TASK DETAILS: Could you copy every line of the data that contains "Reyna"?

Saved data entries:
+++++
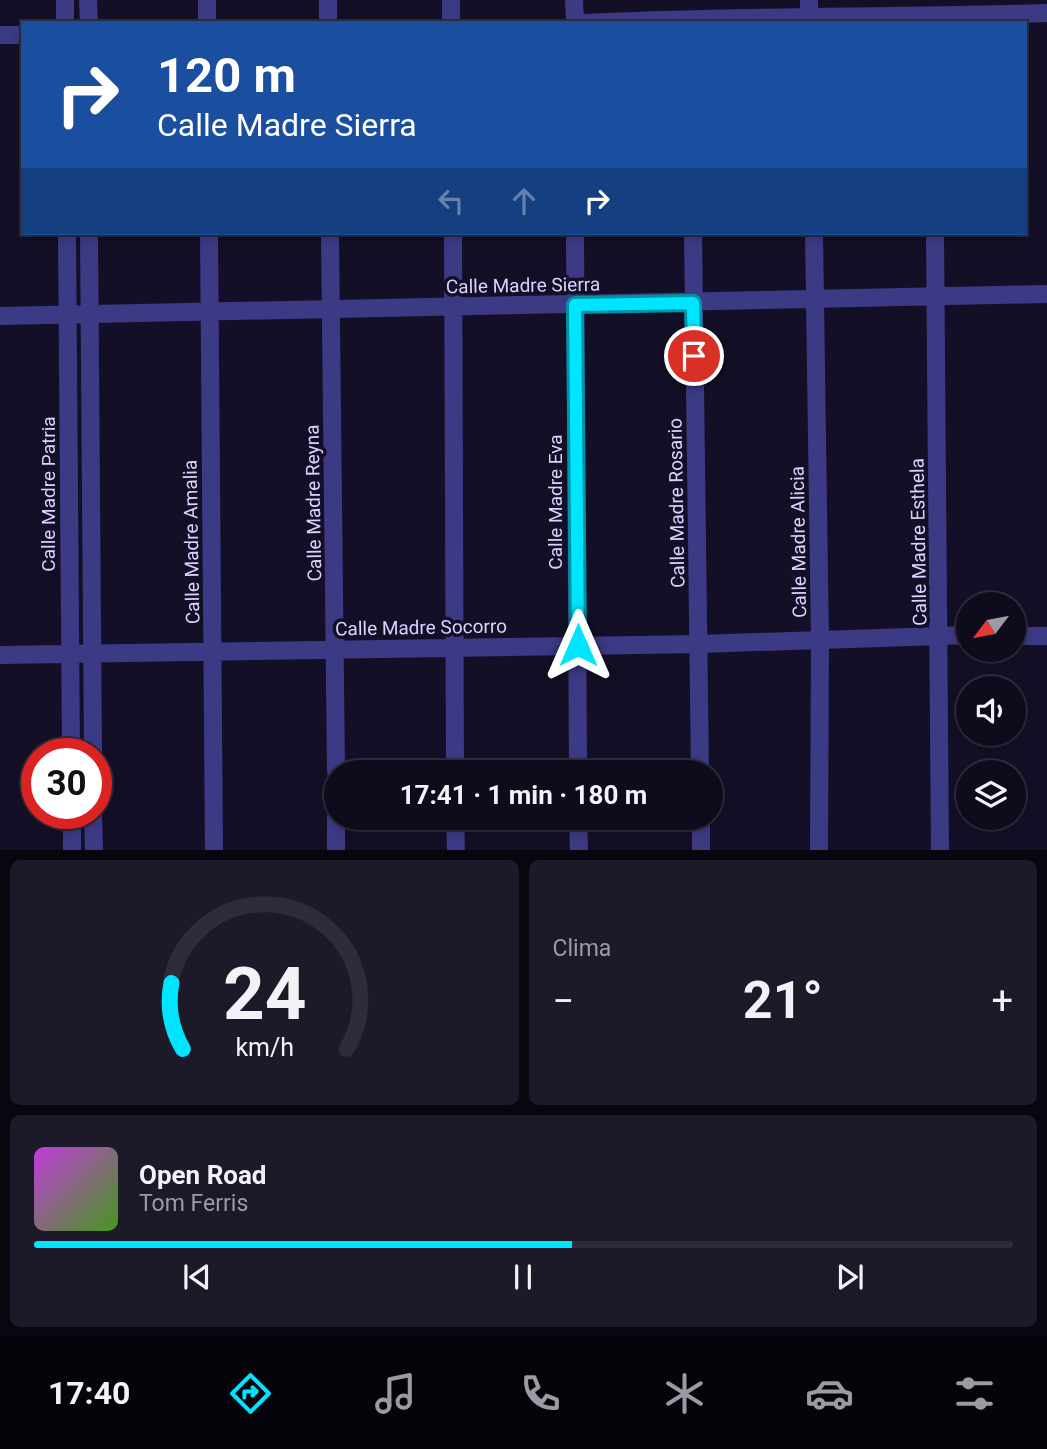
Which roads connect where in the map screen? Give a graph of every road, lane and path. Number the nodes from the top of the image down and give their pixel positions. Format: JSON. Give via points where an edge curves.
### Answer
{"nodes":[{"id":1,"x":65,"y":0,"type":"edge"},
{"id":2,"x":88,"y":0,"type":"edge"},
{"id":3,"x":207,"y":0,"type":"edge"},
{"id":4,"x":328,"y":0,"type":"edge"},
{"id":5,"x":451,"y":0,"type":"edge"},
{"id":6,"x":574,"y":0,"type":"edge"},
{"id":7,"x":809,"y":0,"type":"edge"},
{"id":8,"x":693,"y":13,"type":"edge"},
{"id":9,"x":932,"y":13,"type":"edge"},
{"id":10,"x":1047,"y":13,"type":"edge"},
{"id":11,"x":65,"y":21,"type":"edge"},
{"id":12,"x":89,"y":21,"type":"edge"},
{"id":13,"x":207,"y":21,"type":"edge"},
{"id":14,"x":328,"y":21,"type":"edge"},
{"id":15,"x":451,"y":21,"type":"edge"},
{"id":16,"x":575,"y":21,"type":"edge"},
{"id":17,"x":606,"y":21,"type":"edge"},
{"id":18,"x":809,"y":21,"type":"edge"},
{"id":19,"x":0,"y":35,"type":"edge"},
{"id":20,"x":21,"y":35,"type":"edge"},
{"id":21,"x":67,"y":235,"type":"edge"},
{"id":22,"x":89,"y":235,"type":"edge"},
{"id":23,"x":209,"y":235,"type":"edge"},
{"id":24,"x":330,"y":235,"type":"edge"},
{"id":25,"x":453,"y":235,"type":"edge"},
{"id":26,"x":575,"y":235,"type":"edge"},
{"id":27,"x":693,"y":235,"type":"edge"},
{"id":28,"x":814,"y":235,"type":"edge"},
{"id":29,"x":936,"y":235,"type":"edge"},
{"id":30,"x":1047,"y":294,"type":"edge"},
{"id":31,"x":936,"y":295,"type":"junction"},
{"id":32,"x":815,"y":297,"type":"junction"},
{"id":33,"x":693,"y":303,"type":"junction"},
{"id":34,"x":575,"y":305,"type":"junction"},
{"id":35,"x":453,"y":307,"type":"junction"},
{"id":36,"x":331,"y":310,"type":"junction"},
{"id":37,"x":210,"y":312,"type":"junction"},
{"id":38,"x":68,"y":315,"type":"junction"},
{"id":39,"x":91,"y":315,"type":"junction"},
{"id":40,"x":0,"y":316,"type":"edge"},
{"id":41,"x":940,"y":635,"type":"junction"},
{"id":42,"x":956,"y":635,"type":"edge"},
{"id":43,"x":1026,"y":635,"type":"edge"},
{"id":44,"x":1047,"y":636,"type":"edge"},
{"id":45,"x":820,"y":641,"type":"junction"},
{"id":46,"x":700,"y":644,"type":"junction"},
{"id":47,"x":578,"y":645,"type":"junction"},
{"id":48,"x":454,"y":648,"type":"junction"},
{"id":49,"x":336,"y":649,"type":"junction"},
{"id":50,"x":69,"y":653,"type":"junction"},
{"id":51,"x":214,"y":653,"type":"junction"},
{"id":52,"x":92,"y":654,"type":"junction"},
{"id":53,"x":0,"y":655,"type":"edge"},
{"id":54,"x":71,"y":738,"type":"edge"},
{"id":55,"x":93,"y":738,"type":"edge"},
{"id":56,"x":336,"y":760,"type":"edge"},
{"id":57,"x":455,"y":760,"type":"edge"},
{"id":58,"x":578,"y":760,"type":"edge"},
{"id":59,"x":700,"y":760,"type":"edge"},
{"id":60,"x":72,"y":829,"type":"edge"},
{"id":61,"x":93,"y":829,"type":"edge"},
{"id":62,"x":336,"y":830,"type":"edge"},
{"id":63,"x":455,"y":830,"type":"edge"},
{"id":64,"x":579,"y":830,"type":"edge"},
{"id":65,"x":701,"y":830,"type":"edge"},
{"id":66,"x":72,"y":850,"type":"edge"},
{"id":67,"x":94,"y":850,"type":"edge"},
{"id":68,"x":214,"y":850,"type":"edge"},
{"id":69,"x":336,"y":850,"type":"edge"},
{"id":70,"x":456,"y":850,"type":"edge"},
{"id":71,"x":579,"y":850,"type":"edge"},
{"id":72,"x":701,"y":850,"type":"edge"},
{"id":73,"x":819,"y":850,"type":"edge"},
{"id":74,"x":940,"y":850,"type":"edge"}],
"edges":[{"from":1,"to":11,"type":"street"},
{"from":2,"to":12,"type":"street"},
{"from":3,"to":13,"type":"street"},
{"from":4,"to":14,"type":"street"},
{"from":5,"to":15,"type":"street"},
{"from":6,"to":16,"type":"street"},
{"from":7,"to":18,"type":"street"},
{"from":8,"to":17,"type":"street"},
{"from":8,"to":18,"type":"street"},
{"from":9,"to":10,"type":"street"},
{"from":9,"to":18,"type":"street"},
{"from":19,"to":20,"type":"street"},
{"from":21,"to":38,"type":"street","name":"Calle Madre Patria"},
{"from":22,"to":39,"type":"street"},
{"from":23,"to":37,"type":"street","name":"Calle Madre Amalia"},
{"from":24,"to":36,"type":"street","name":"Calle Madre Reyna"},
{"from":25,"to":35,"type":"street"},
{"from":26,"to":34,"type":"street","name":"Calle Madre Eva"},
{"from":27,"to":33,"type":"street","name":"Calle Madre Rosario"},
{"from":28,"to":32,"type":"street","name":"Calle Madre Alicia"},
{"from":29,"to":31,"type":"street","name":"Calle Madre Esthela"},
{"from":30,"to":31,"type":"street","name":"Calle Madre Sierra"},
{"from":31,"to":32,"type":"street","name":"Calle Madre Sierra"},
{"from":31,"to":41,"type":"street","name":"Calle Madre Esthela"},
{"from":32,"to":33,"type":"street","name":"Calle Madre Sierra"},
{"from":32,"to":45,"type":"street","name":"Calle Madre Alicia"},
{"from":33,"to":34,"type":"street","name":"Calle Madre Sierra"},
{"from":33,"to":46,"type":"street","name":"Calle Madre Rosario"},
{"from":34,"to":35,"type":"street","name":"Calle Madre Sierra"},
{"from":34,"to":47,"type":"street","name":"Calle Madre Eva"},
{"from":35,"to":36,"type":"street","name":"Calle Madre Sierra"},
{"from":35,"to":48,"type":"street"},
{"from":36,"to":37,"type":"street","name":"Calle Madre Sierra"},
{"from":36,"to":49,"type":"street","name":"Calle Madre Reyna"},
{"from":37,"to":39,"type":"street","name":"Calle Madre Sierra"},
{"from":37,"to":51,"type":"street","name":"Calle Madre Amalia"},
{"from":38,"to":39,"type":"street","name":"Calle Madre Sierra"},
{"from":38,"to":40,"type":"street","name":"Calle Madre Sierra"},
{"from":38,"to":50,"type":"street","name":"Calle Madre Patria"},
{"from":39,"to":52,"type":"street"},
{"from":41,"to":42,"type":"street","name":"Calle Madre Socorro"},
{"from":41,"to":45,"type":"street","name":"Calle Madre Socorro"},
{"from":41,"to":74,"type":"street","name":"Calle Madre Esthela"},
{"from":43,"to":44,"type":"street"},
{"from":45,"to":46,"type":"street","name":"Calle Madre Socorro"},
{"from":45,"to":73,"type":"street","name":"Calle Madre Alicia"},
{"from":46,"to":47,"type":"street","name":"Calle Madre Socorro"},
{"from":46,"to":59,"type":"street","name":"Calle Madre Rosario"},
{"from":47,"to":48,"type":"street","name":"Calle Madre Socorro"},
{"from":47,"to":58,"type":"street","name":"Calle Madre Eva"},
{"from":48,"to":49,"type":"street","name":"Calle Madre Socorro"},
{"from":48,"to":57,"type":"street"},
{"from":49,"to":51,"type":"street","name":"Calle Madre Socorro"},
{"from":49,"to":56,"type":"street","name":"Calle Madre Reyna"},
{"from":50,"to":52,"type":"street","name":"Calle Madre Socorro"},
{"from":50,"to":53,"type":"street","name":"Calle Madre Socorro"},
{"from":50,"to":54,"type":"street","name":"Calle Madre Patria"},
{"from":51,"to":52,"type":"street","name":"Calle Madre Socorro"},
{"from":51,"to":68,"type":"street","name":"Calle Madre Amalia"},
{"from":52,"to":55,"type":"street"},
{"from":60,"to":66,"type":"street"},
{"from":61,"to":67,"type":"street"},
{"from":62,"to":69,"type":"street"},
{"from":63,"to":70,"type":"street"},
{"from":64,"to":71,"type":"street"},
{"from":65,"to":72,"type":"street"}]}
+++++
TASK RESPONSE:
{"from":24,"to":36,"type":"street","name":"Calle Madre Reyna"},
{"from":36,"to":49,"type":"street","name":"Calle Madre Reyna"},
{"from":49,"to":56,"type":"street","name":"Calle Madre Reyna"},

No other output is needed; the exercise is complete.